Archive for the Blogging Category

Htaccess redirection for timestamp changes

Friday, November 10th, 2006

I’ve talked before about .htaccess and the hotness that is mod_rewrite for various purposes.

I ran across another one today that I hadn’t dealt with and figured it was worth discussing. I updated an old post with some new material. That in itself wasn’t overly odd. But I decided that the post was different enough and the demand still fresh enough — the damned thing accounts for 10% of the total traffic to my site, spam included — to warrant a new timestamp. So I bumped the timestamp to today. Lovely.

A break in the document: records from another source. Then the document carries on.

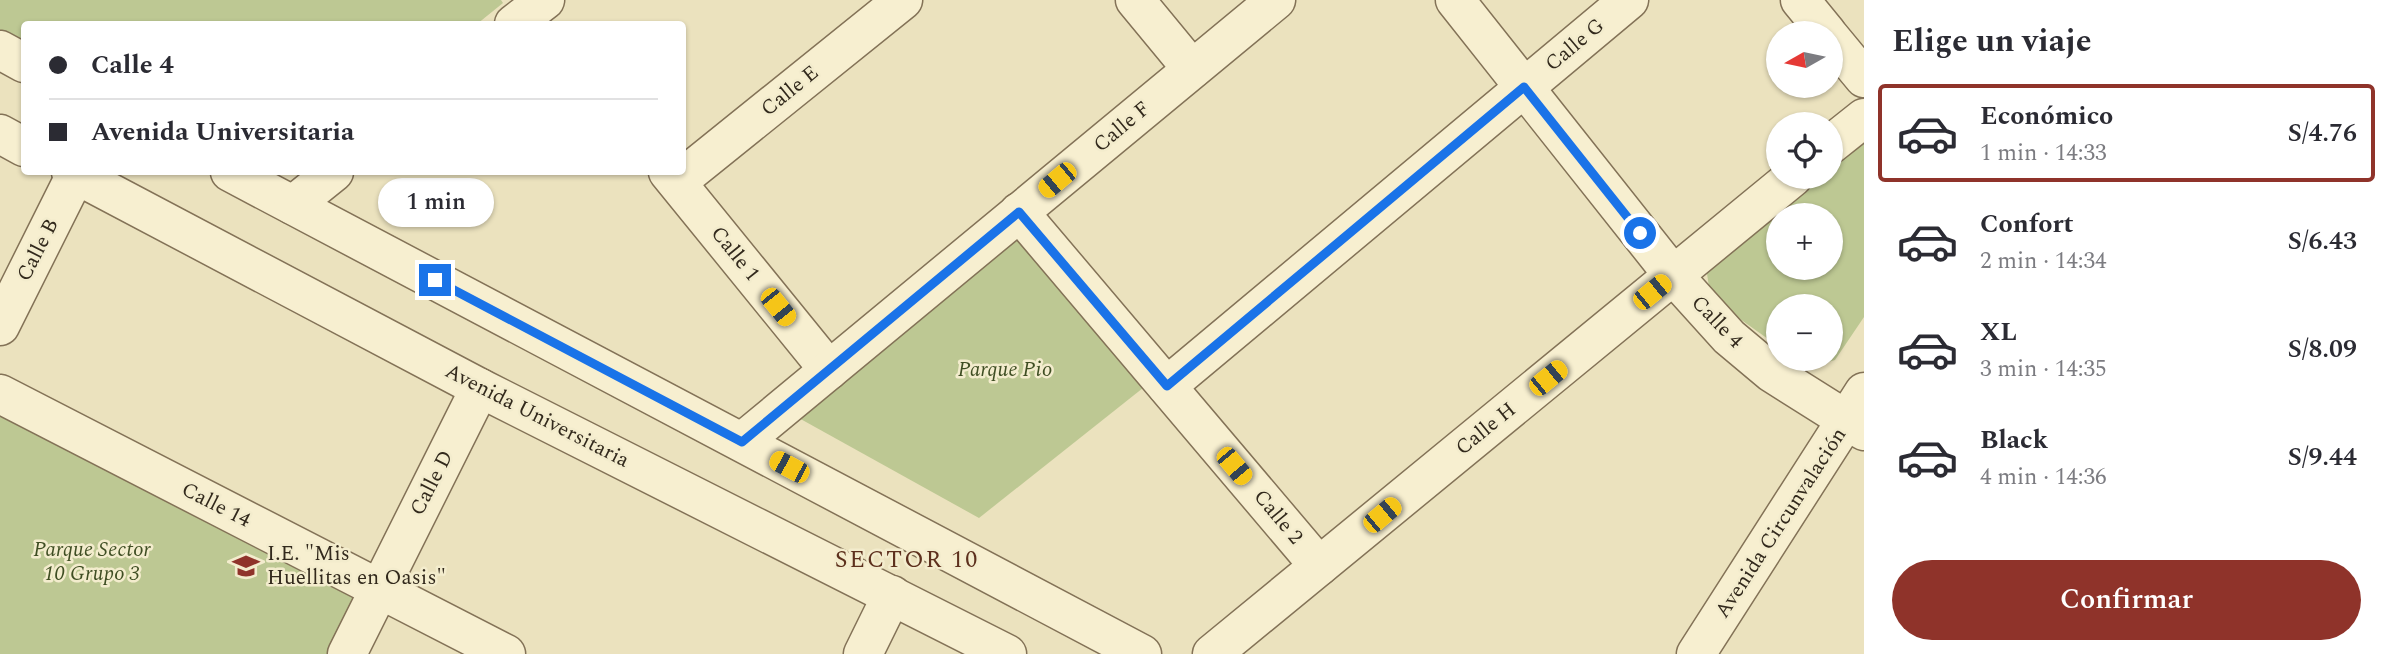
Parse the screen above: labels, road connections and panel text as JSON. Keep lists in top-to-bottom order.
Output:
{
  "streets": {
    "street": [
      "Calle G",
      "Calle E",
      "Calle F",
      "Calle B",
      "Calle 1",
      "Calle 4",
      "Avenida Universitaria",
      "Calle H",
      "Calle D",
      "Calle 14",
      "Calle 2",
      "Avenida Circunvalación"
    ]
  },
  "crossings": [
    ["Calle G", "Calle 4"],
    ["Calle G", "Calle 2"],
    ["Calle F", "Calle 1"],
    ["Calle F", "Calle 2"],
    ["Calle 4", "Calle H"],
    ["Calle 4", "Avenida Circunvalación"],
    ["Avenida Universitaria", "Calle D"],
    ["Calle H", "Calle 2"],
    ["Calle D", "Calle 14"]
  ],
  "districts": ["SECTOR 10"],
  "parks": ["Parque Pio", "Parque Sector 10 Grupo 3"],
  "places": {
    "school or university": ["I.E. \"Mis Huellitas en Oasis\""]
  },
  "north": "left",
  "page": {
    "heading": "Elige un viaje",
    "map_buttons": ["+", "−"],
    "banner": ["Calle 4", "Avenida Universitaria"],
    "list": [
      {
        "name": "Económico",
        "note": "1 min · 14:33",
        "value": "S/4.76"
      },
      {
        "name": "Confort",
        "note": "2 min · 14:34",
        "value": "S/6.43"
      },
      {
        "name": "XL",
        "note": "3 min · 14:35",
        "value": "S/8.09"
      },
      {
        "name": "Black",
        "note": "4 min · 14:36",
        "value": "S/9.44"
      }
    ],
    "bubble": "1 min",
    "buttons": "Confirmar"
  }
}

Almost lovely. So now the content has a different URL. I use dates in my URLs as Al Gore intended. What used to exist at

/archives/2005/10/26/xbox-360-high-definition-faq/

Now exists at

/archives/2006/11/10/xbox-360-high-definition-and-hd-dvd-faq/

That’s not necessarily a bad thing, just different. But guess what all the search engines have in them. Yes, the old one. If they go there now they’ll get a 404! That’s something I’ll have to address with an .htaccess redirect.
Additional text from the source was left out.